New writers tend not to write enough. They spend years writing their first big feature, which is admirable for the purist, but you don't get to know your own voice until you've kicked a script to death and made yourself proud of it. This takes time. Good scripts aren't written, they're re-written.
But to get to this point, you have to get the boring bit out of the way and get to the end first. Then the real writing starts - when you start to have fun with structure and character.
It's true that most writers become writers because they have something to say. But their unique way of saying that thing is what producers are looking for. So the faster you sharpen a style that best suits your emotional energy, (be it an opus or an episode of The Bill), the closer you are to seeing your work appreciated on screen with a cheque in the bank.

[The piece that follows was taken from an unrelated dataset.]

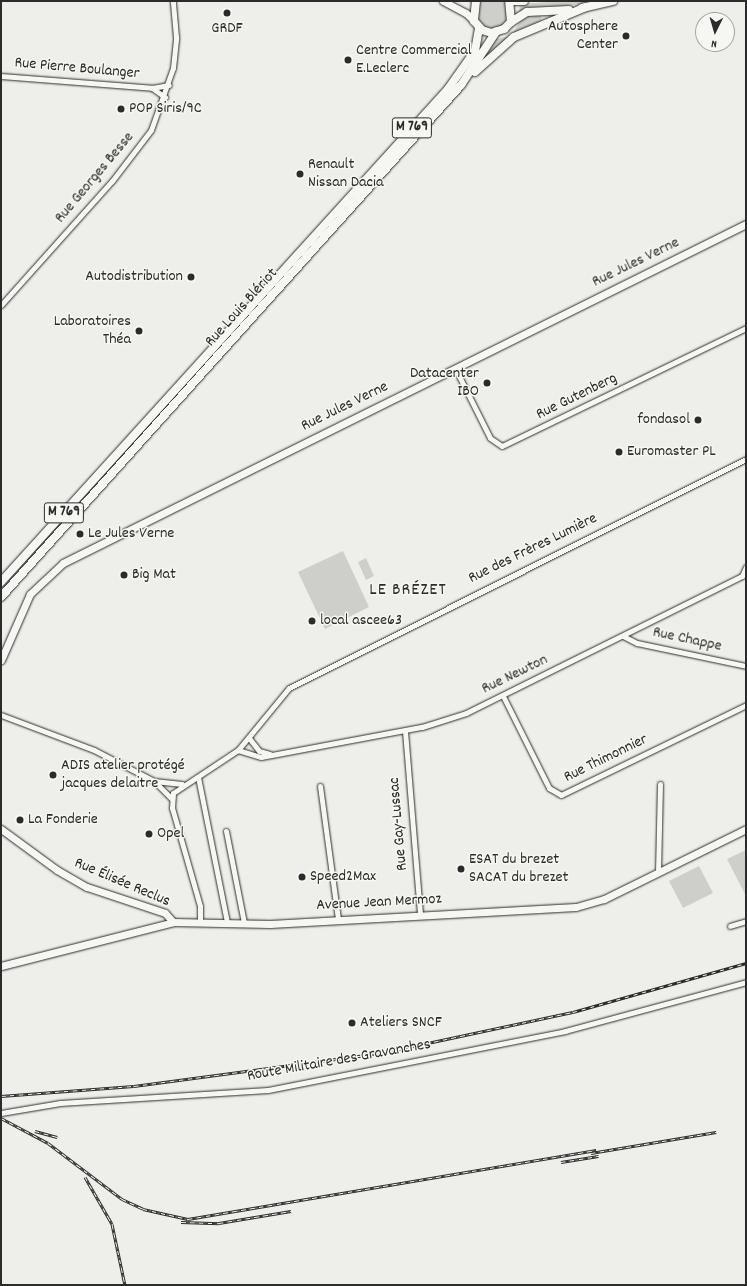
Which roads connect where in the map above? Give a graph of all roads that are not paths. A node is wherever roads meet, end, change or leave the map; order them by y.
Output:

The best writers I know tend to juggle a few ideas at once - often for practical reasons. When one script starts looking like it's taking a dive, you stick it aside, pick up the next. Choose a scene you've been desperate to write. It's amazing how the energy from one script can inform the next.

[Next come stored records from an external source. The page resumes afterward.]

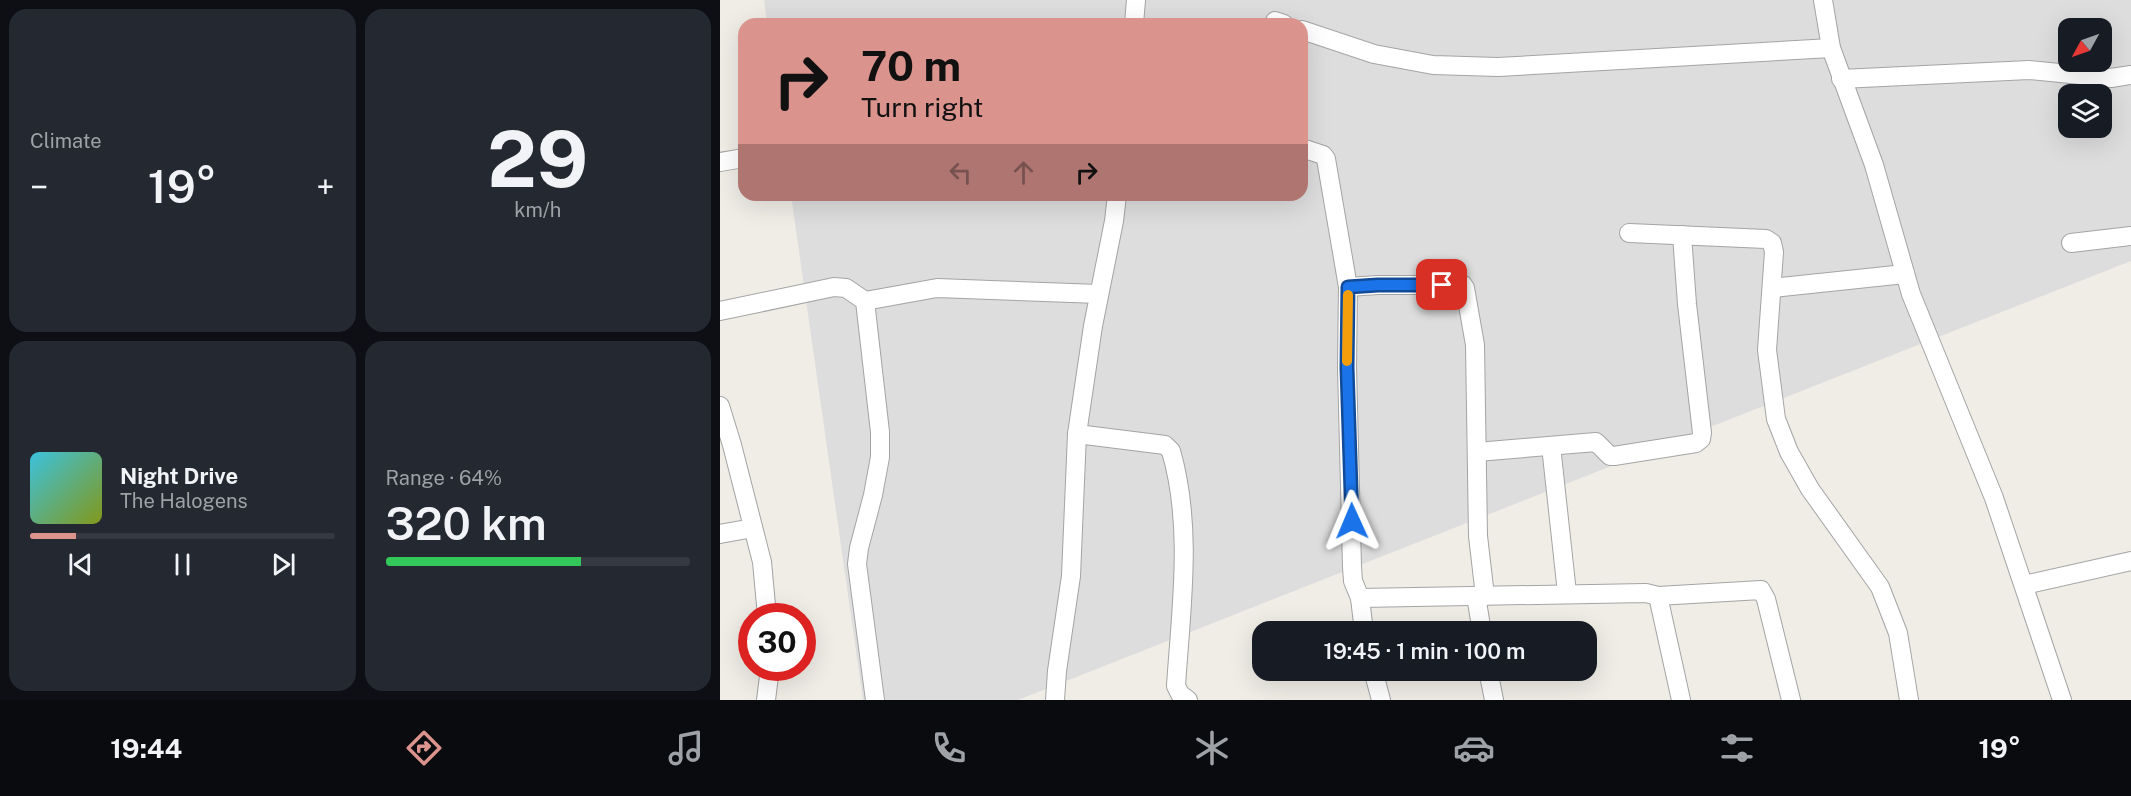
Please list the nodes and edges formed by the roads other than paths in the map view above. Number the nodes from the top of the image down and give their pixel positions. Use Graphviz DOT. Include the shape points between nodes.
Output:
graph roads {
  1 [pos="1136,0"];
  2 [pos="1823,0"];
  3 [pos="1134,18"];
  4 [pos="1308,32"];
  5 [pos="1831,48"];
  6 [pos="2131,75"];
  7 [pos="1841,79"];
  8 [pos="1308,150"];
  9 [pos="738,159"];
  10 [pos="720,162"];
  11 [pos="1116,201"];
  12 [pos="1629,233"];
  13 [pos="1682,235"];
  14 [pos="2131,236"];
  15 [pos="2071,243"];
  16 [pos="1905,274"];
  17 [pos="1348,287"];
  18 [pos="1772,288"];
  19 [pos="1099,294"];
  20 [pos="864,301"];
  21 [pos="720,311"];
  22 [pos="720,406"];
  23 [pos="1077,434"];
  24 [pos="1551,446"];
  25 [pos="1477,452"];
  26 [pos="753,528"];
  27 [pos="720,534"];
  28 [pos="2131,561"];
  29 [pos="2024,585"];
  30 [pos="1567,593"];
  31 [pos="1480,596"];
  32 [pos="1658,597"];
  33 [pos="1360,598"];
  34 [pos="766,603"];
  35 [pos="1363,621"];
  36 [pos="1481,621"];
  37 [pos="768,681"];
  38 [pos="1376,681"];
  39 [pos="1490,681"];
  40 [pos="766,700"];
  41 [pos="875,700"];
  42 [pos="1055,700"];
  43 [pos="1188,700"];
  44 [pos="1381,700"];
  45 [pos="1494,700"];
  46 [pos="1681,700"];
  47 [pos="1791,700"];
  48 [pos="1909,700"];
  49 [pos="2062,700"];
  1 -- 3 [label="street"];
  2 -- 5 [label="street"];
  4 -- 5 [label="street" via="1374,54 1433,65 1497,67"];
  5 -- 7 [label="street"];
  6 -- 7 [label="street" via="2111,78 2029,70"];
  7 -- 16 [label="street" via="1874,165"];
  8 -- 17 [label="street" via="1326,159"];
  9 -- 10 [label="street"];
  11 -- 19 [label="street"];
  12 -- 13 [label="street"];
  13 -- 18 [label="street" via="1766,239 1772,243 1774,252"];
  13 -- 24 [label="street" via="1701,439 1614,456 1596,442"];
  14 -- 15 [label="street"];
  16 -- 18 [label="street"];
  16 -- 29 [label="street" via="1994,498"];
  17 -- 25 [label="street" via="1463,285 1475,345"];
  17 -- 33 [label="street" via="1352,567"];
  18 -- 48 [label="street" via="1767,350 1776,419 1810,489 1880,587 1898,633"];
  19 -- 20 [label="street" via="937,288"];
  19 -- 23 [label="street"];
  20 -- 21 [label="street" via="846,288 834,287"];
  20 -- 41 [label="street" via="880,457 857,564"];
  22 -- 26 [label="street"];
  23 -- 42 [label="street" via="1071,576"];
  23 -- 43 [label="street" via="1165,445 1171,451 1184,518 1176,686"];
  24 -- 25 [label="street"];
  24 -- 30 [label="street"];
  25 -- 31 [label="street"];
  26 -- 27 [label="street"];
  26 -- 34 [label="street" via="762,562"];
  28 -- 29 [label="street"];
  29 -- 49 [label="street"];
  30 -- 31 [label="street"];
  30 -- 32 [label="street" via="1646,593"];
  31 -- 33 [label="street"];
  31 -- 36 [label="street"];
  32 -- 46 [label="street"];
  32 -- 47 [label="street" via="1761,590"];
  33 -- 35 [label="street"];
  37 -- 40 [label="street"];
  38 -- 44 [label="street"];
  39 -- 45 [label="street"];
}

But the most practical advice I can give to a writer is: read tons of scripts, nab them off the free websites (just type 'free downloadable screenplays' into the search engine). They're all over the place, put there for educational purposes. Scan other people's styles - you don't have to like them. Look at the way they communicate their intentions. A difficult piece of dialogue might be set up with copious stage directions; another writer might just seem to pluck intention out of the air with loads of space around simple instructions.